Frese pointed out the program has reloaded before, replacing Crystal Langhorne and Laura Harper with the duo of Marissa Coleman and Kristi Toliver, Thomas with Shatori Walker-Kimbrough and Jones, and Walker-Kimbrough and Jones with Kaila Charles.

“So it’s not like it’s my first rodeo,” she said. “You’re going to have Shy and Faith and Lav and Brinae and a lot of your kids coming back that you will build differently. You don’t know what takes place with your new kids coming in and any kids out of the portal. So you’ve got to kind of wait to see every year what your roster is going to look like.”

Maryland's Shyanne Sellers talks with coach Brenda Frese during the first half of an NCAA Tournament Sweet 16 game Saturday in Greenville, South Carolina.

Sellers is poised for a breakout junior year — perhaps at point guard

After making one start in Maryland’s first six games, Sellers became a regular in the first five at shooting guard. But she might have been most effective at point guard.

As a backup to Pinzan, Sellers led the offense in assists. She was particularly productive in the postseason, where she averaged 7.0 assists in the Big Ten and NCAA tournaments.

Sellers’ ability to play the point shouldn’t be that surprising considering she had played the position for as long as she can remember.

“Last year was really the first time I came off the point guard spot,” she said. “So coming back to the position was pretty good for me.”

Playing point guard requires court vision and leadership qualities, and Sellers said she welcomes those responsibilities.

“I definitely like the baggage that it comes with just because it’s a lot more fun,” she said. “It’s intense, and that’s what makes the game of basketball so fun, owning all the leadership roles that come with being the point guard. So yeah, I embrace it a lot.”


Frese didn’t directly answer whether Sellers will start at point guard next season, but she acknowledged her strengths in that role.

“She’s got great length, and she’s just doing a phenomenal job of navigating at that point guard position — when to score and when to make plays for others,” Frese said. “She’s so versatile with her ability to score, but also to create for others.
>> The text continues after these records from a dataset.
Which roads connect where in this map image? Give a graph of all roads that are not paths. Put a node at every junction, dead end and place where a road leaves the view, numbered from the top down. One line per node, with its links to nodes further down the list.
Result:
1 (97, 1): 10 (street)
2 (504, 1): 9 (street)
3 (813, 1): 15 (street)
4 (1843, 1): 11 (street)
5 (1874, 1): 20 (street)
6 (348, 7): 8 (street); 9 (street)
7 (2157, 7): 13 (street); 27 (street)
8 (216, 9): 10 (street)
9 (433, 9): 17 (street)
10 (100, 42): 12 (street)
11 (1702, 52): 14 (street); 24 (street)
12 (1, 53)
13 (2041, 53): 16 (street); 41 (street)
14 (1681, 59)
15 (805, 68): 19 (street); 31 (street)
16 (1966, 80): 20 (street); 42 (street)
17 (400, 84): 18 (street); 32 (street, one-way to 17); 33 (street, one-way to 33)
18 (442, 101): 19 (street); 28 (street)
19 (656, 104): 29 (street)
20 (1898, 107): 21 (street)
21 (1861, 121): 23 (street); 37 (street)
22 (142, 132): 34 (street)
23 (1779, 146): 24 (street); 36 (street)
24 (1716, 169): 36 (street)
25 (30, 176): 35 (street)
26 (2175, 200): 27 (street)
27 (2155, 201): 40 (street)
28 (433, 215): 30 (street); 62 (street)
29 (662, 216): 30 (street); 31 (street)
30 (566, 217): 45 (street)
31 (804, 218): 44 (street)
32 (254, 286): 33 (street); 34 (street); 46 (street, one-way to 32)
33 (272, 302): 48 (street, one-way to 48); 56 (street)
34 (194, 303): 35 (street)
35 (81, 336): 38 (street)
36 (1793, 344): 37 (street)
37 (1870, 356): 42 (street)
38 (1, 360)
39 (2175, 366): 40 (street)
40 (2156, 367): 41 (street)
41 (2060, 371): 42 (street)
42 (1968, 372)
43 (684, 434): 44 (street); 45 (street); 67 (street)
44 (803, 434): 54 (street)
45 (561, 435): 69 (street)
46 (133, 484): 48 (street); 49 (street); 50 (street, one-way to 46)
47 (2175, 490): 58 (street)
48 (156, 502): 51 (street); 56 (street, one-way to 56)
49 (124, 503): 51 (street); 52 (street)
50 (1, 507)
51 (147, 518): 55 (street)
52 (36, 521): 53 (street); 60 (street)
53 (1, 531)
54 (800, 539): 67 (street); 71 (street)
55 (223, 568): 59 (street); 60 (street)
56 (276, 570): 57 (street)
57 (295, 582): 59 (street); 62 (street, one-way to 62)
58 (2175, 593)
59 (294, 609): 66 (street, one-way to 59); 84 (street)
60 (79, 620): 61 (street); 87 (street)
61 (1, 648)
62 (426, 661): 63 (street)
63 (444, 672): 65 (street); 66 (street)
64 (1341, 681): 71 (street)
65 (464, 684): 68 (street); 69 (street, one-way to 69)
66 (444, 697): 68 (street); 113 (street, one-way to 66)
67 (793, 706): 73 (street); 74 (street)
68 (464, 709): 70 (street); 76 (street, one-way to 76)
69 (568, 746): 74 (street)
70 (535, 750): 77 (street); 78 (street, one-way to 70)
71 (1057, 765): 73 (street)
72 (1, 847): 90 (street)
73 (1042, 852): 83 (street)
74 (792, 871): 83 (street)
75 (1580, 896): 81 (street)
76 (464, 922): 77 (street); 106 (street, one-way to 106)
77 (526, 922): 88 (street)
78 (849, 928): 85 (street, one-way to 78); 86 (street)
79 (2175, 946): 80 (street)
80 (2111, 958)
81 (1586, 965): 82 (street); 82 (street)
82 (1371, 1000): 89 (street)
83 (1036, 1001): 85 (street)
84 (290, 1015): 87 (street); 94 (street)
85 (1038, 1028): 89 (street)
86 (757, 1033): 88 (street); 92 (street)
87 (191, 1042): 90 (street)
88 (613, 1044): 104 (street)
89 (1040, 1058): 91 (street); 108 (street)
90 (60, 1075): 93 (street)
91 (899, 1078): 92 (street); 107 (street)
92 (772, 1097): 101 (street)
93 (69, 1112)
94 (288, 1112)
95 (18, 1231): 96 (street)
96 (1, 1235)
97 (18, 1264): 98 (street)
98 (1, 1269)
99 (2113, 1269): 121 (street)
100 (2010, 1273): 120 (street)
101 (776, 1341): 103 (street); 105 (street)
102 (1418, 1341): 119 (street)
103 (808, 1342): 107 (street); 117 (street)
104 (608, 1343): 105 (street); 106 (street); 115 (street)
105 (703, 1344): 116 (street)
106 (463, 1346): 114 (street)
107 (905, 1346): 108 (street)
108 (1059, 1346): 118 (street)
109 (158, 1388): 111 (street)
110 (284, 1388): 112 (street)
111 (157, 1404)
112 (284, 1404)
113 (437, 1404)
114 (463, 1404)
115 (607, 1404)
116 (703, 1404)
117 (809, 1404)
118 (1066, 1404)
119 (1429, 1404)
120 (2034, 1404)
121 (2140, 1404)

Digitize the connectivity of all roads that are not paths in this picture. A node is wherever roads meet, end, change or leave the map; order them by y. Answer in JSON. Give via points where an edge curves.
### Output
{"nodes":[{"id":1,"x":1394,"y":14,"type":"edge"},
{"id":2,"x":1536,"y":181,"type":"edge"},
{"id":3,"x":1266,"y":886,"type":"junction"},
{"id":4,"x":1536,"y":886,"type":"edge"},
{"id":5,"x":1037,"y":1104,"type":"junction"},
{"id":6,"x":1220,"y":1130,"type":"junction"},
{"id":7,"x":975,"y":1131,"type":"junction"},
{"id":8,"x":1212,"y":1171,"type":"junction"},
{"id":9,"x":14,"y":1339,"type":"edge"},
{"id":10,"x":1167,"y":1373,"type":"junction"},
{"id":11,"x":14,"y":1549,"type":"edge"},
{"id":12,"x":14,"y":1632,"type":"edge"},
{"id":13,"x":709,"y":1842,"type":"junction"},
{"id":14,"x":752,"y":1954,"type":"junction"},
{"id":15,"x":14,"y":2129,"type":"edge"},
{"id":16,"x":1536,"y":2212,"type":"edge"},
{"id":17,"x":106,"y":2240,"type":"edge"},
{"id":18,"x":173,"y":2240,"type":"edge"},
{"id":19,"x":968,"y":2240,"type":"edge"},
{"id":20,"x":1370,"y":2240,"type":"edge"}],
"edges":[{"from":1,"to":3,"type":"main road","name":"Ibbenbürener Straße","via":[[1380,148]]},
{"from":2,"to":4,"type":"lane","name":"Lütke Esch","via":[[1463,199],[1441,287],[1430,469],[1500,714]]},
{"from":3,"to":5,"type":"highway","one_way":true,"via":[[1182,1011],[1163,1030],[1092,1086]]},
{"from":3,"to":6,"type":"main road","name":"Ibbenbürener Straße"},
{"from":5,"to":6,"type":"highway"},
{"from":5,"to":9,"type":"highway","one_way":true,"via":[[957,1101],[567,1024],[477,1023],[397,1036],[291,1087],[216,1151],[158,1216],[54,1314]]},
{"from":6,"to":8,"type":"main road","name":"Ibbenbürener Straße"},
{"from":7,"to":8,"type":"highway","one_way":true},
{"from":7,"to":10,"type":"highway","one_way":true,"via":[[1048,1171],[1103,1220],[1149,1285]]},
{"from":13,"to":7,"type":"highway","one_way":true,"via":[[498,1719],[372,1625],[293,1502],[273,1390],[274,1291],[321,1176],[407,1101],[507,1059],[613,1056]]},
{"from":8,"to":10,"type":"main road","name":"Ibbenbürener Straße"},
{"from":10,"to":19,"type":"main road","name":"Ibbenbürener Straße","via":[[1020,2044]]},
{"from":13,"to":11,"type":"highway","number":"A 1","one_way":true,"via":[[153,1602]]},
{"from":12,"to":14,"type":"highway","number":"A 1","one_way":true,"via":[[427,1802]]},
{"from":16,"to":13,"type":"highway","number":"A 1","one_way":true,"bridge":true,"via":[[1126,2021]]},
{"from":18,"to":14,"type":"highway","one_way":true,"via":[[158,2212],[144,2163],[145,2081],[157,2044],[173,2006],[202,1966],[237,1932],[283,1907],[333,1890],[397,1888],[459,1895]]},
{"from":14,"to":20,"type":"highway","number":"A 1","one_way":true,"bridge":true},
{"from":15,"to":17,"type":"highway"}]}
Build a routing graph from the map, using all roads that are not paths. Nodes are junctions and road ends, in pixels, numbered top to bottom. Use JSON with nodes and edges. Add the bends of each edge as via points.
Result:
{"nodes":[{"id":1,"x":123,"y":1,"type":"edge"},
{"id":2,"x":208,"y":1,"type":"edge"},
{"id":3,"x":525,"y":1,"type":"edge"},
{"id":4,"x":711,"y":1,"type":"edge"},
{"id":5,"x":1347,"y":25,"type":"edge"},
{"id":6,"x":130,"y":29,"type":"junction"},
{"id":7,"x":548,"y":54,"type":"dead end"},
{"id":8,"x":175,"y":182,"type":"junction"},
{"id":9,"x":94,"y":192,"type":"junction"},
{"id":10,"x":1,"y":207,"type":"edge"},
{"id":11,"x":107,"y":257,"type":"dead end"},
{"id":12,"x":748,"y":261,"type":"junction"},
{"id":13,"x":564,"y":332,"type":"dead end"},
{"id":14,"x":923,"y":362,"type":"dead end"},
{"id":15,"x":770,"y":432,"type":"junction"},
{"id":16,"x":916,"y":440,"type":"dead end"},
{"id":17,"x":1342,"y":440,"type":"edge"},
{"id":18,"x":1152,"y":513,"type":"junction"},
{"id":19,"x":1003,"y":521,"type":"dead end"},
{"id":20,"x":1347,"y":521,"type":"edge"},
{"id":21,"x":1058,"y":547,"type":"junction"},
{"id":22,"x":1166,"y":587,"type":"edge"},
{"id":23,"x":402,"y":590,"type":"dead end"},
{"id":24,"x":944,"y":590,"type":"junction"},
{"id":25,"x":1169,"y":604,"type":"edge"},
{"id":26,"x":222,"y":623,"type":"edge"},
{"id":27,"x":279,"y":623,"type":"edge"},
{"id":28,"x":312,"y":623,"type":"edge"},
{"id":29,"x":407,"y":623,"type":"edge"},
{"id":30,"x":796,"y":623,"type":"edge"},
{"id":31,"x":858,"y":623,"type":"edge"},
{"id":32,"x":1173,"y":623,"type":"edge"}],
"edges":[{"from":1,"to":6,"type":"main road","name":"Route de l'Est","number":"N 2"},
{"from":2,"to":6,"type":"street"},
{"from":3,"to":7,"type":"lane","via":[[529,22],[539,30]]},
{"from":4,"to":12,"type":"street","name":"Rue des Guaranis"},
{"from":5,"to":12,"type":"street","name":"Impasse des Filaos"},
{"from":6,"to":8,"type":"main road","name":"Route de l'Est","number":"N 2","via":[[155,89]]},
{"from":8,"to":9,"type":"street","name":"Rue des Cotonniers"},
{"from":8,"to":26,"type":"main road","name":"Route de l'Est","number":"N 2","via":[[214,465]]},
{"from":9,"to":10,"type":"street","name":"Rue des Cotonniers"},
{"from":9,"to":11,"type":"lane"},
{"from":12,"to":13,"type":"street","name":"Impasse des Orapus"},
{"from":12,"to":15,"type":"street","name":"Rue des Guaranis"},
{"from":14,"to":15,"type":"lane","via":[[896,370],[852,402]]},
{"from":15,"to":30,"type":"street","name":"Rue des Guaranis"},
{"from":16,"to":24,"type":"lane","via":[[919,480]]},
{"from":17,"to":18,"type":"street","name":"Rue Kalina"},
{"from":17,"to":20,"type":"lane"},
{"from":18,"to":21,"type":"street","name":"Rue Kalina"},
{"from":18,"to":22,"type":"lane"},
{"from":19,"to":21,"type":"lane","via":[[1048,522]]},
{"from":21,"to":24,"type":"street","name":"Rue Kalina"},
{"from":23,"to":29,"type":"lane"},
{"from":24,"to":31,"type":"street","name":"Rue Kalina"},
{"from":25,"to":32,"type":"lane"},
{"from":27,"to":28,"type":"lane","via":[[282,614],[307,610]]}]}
Especially with her size and her length, it gives us a lot of great options to be able to move her around.”

South Carolina's Zia Cooke grabs a rebound as Aliyah Boston is boxed out during a game against Maryland on Monday in Greenville, South Carolina.

Getting bigger should be a priority

Games against Notre Dame and South Carolina in the NCAA Tournament illustrated that size does matter, especially in basketball.

The Fighting Irish’s starting frontcourt of 6-foot-4 Lauren Ebo, 6-4 Kylee Watson, 6-3 Maddy Westbeld and 6-5 Natalija Marshall off the bench was a problem for Maryland in the first half until the team used a press to convert turnovers into instant offense. The Gamecocks’ starting group of 6-5 Aliyah Boston and 6-2 Victaria Saxton and a pair of reserves in 6-7 Kamilla Cardoso and 6-4 Laeticia Amihere helped muscle the Terps into the offseason.

The team wasn’t planning to lack size in the paint. Season-ending knee injuries to 6-2 Allie Kubek (Towson) and 6-2 Emma Chardon left the 6-1 Masonius as Maryland’s lone true post player.

“They will be back — Emma and Allie,” Frese said. “So we’ll address that and have some size coming in.”


That size Frese mentioned is embodied by an incoming class of freshmen that includes 6-5 center Hawa Doumbouya. If she can get up to speed, she could be an asset on the glass, where the Terps outrebounded their opponent in only 16 of 35 games.

Masonius said improving those rebounding numbers will be a goal next season.

“Sixteen out of 30-something games, that’s maybe half, but you can always get more than half,” Masonius said. “We want 70%. So we want to increase that rebounding because rebounding wins rings. That’s definitely something Coach B has been emphasizing.”